───── Material provided ─────
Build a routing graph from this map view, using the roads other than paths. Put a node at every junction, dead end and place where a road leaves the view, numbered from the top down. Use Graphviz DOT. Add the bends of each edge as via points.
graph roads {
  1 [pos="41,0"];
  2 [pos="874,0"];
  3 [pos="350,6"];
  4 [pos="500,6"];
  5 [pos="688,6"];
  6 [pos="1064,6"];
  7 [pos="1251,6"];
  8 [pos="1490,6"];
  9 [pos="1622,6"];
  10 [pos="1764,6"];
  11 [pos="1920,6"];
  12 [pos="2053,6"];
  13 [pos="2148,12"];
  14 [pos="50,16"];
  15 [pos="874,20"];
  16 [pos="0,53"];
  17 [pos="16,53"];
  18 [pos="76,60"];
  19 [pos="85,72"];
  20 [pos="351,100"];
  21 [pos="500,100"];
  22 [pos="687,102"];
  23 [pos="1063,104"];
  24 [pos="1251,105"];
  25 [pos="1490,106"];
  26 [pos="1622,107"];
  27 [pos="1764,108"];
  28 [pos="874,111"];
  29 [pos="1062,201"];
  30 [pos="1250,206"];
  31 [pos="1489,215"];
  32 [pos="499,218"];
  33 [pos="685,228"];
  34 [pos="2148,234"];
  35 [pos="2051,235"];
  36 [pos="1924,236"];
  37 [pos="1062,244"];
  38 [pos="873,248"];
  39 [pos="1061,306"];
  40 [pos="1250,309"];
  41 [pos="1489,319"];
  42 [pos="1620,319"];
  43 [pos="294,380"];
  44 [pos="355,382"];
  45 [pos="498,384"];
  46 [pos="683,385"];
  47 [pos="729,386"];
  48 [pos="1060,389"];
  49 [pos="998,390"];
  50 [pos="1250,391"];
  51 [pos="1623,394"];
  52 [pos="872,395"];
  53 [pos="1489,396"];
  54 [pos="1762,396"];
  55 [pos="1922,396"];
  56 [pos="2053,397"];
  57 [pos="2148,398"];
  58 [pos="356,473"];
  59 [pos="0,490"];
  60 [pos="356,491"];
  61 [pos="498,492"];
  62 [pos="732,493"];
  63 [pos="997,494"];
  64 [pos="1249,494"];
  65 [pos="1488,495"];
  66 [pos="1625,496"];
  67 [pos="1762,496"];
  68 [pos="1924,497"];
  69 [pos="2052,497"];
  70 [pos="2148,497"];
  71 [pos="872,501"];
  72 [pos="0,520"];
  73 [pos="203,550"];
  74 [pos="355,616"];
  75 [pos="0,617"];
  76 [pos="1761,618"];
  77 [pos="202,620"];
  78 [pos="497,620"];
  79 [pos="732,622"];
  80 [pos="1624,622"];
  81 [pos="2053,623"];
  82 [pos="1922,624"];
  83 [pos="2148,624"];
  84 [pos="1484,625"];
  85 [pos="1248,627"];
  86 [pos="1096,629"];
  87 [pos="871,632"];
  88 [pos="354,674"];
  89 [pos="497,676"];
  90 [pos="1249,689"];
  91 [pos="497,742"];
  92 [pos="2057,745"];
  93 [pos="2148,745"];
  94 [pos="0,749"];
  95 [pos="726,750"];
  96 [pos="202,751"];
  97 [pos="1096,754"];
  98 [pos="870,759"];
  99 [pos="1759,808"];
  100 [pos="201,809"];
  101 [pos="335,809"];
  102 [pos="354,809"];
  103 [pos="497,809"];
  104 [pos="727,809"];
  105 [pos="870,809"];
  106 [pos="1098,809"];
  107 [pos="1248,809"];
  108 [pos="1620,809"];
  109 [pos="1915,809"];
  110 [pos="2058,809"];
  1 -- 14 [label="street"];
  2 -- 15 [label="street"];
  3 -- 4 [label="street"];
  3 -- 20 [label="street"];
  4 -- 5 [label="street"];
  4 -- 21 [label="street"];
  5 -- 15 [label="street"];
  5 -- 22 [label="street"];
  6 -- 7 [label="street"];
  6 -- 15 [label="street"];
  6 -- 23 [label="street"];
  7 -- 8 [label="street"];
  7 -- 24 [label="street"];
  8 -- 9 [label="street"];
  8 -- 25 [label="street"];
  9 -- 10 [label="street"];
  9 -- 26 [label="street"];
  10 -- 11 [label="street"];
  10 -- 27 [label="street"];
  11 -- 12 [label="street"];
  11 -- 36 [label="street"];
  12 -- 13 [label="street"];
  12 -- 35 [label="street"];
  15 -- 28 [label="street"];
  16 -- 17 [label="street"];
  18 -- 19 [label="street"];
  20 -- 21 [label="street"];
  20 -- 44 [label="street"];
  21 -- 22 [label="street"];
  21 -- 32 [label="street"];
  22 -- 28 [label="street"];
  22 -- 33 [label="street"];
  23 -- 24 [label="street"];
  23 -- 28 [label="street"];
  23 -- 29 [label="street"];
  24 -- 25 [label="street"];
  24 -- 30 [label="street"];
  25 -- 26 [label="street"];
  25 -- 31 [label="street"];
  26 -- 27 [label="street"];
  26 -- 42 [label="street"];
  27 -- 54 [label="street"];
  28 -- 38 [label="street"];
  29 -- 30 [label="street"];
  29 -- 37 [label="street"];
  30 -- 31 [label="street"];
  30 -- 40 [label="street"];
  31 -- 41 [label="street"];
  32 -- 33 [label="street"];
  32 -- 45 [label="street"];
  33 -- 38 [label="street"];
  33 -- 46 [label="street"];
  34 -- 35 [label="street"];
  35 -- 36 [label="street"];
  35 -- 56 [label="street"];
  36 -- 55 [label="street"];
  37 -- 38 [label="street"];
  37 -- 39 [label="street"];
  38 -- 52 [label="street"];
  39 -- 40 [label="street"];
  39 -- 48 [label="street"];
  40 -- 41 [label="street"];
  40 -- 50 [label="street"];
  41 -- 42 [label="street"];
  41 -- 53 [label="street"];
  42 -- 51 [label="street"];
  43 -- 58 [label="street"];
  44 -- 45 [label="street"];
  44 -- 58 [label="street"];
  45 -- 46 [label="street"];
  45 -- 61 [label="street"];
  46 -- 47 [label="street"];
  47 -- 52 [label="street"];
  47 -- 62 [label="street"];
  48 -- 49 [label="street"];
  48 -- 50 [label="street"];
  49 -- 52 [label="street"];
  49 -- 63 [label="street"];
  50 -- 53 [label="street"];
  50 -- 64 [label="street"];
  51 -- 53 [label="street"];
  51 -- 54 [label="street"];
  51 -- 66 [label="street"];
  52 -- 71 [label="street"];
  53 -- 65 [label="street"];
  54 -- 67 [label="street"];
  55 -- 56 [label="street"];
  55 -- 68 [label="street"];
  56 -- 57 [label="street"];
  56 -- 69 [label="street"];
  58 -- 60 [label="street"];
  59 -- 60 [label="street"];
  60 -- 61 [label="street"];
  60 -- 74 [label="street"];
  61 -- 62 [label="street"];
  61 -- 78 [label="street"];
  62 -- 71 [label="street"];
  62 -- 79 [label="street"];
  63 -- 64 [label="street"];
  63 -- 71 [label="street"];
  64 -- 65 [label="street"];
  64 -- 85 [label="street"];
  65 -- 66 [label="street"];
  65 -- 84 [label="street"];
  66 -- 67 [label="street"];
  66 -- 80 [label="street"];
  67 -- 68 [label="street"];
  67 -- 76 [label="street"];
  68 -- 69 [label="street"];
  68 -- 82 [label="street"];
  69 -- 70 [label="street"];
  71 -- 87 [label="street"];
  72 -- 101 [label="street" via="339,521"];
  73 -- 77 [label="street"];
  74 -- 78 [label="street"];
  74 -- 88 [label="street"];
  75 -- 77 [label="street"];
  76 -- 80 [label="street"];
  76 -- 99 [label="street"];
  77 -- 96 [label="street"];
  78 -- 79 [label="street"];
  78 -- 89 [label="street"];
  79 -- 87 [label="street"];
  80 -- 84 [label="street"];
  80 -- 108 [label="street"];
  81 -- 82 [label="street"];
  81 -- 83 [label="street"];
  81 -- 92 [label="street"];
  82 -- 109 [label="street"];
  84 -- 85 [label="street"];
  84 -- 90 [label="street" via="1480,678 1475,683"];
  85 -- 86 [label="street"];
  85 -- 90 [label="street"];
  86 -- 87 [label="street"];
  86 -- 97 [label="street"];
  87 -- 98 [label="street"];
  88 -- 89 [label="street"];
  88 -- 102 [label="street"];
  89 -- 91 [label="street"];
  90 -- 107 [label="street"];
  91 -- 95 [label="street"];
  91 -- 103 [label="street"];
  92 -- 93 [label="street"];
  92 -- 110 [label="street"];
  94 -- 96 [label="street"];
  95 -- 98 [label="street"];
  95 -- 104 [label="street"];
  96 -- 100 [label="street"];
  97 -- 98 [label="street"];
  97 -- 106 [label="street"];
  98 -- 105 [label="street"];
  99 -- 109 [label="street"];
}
─────
Filter the data above, keeping only lines that include the string "roads".

**Your solution:**
Build a routing graph from this map view, using the roads other than paths. Put a node at every junction, dead end and place where a road leaves the view, numbered from the top down. Use Graphviz DOT. Add the bends of each edge as via points.
graph roads {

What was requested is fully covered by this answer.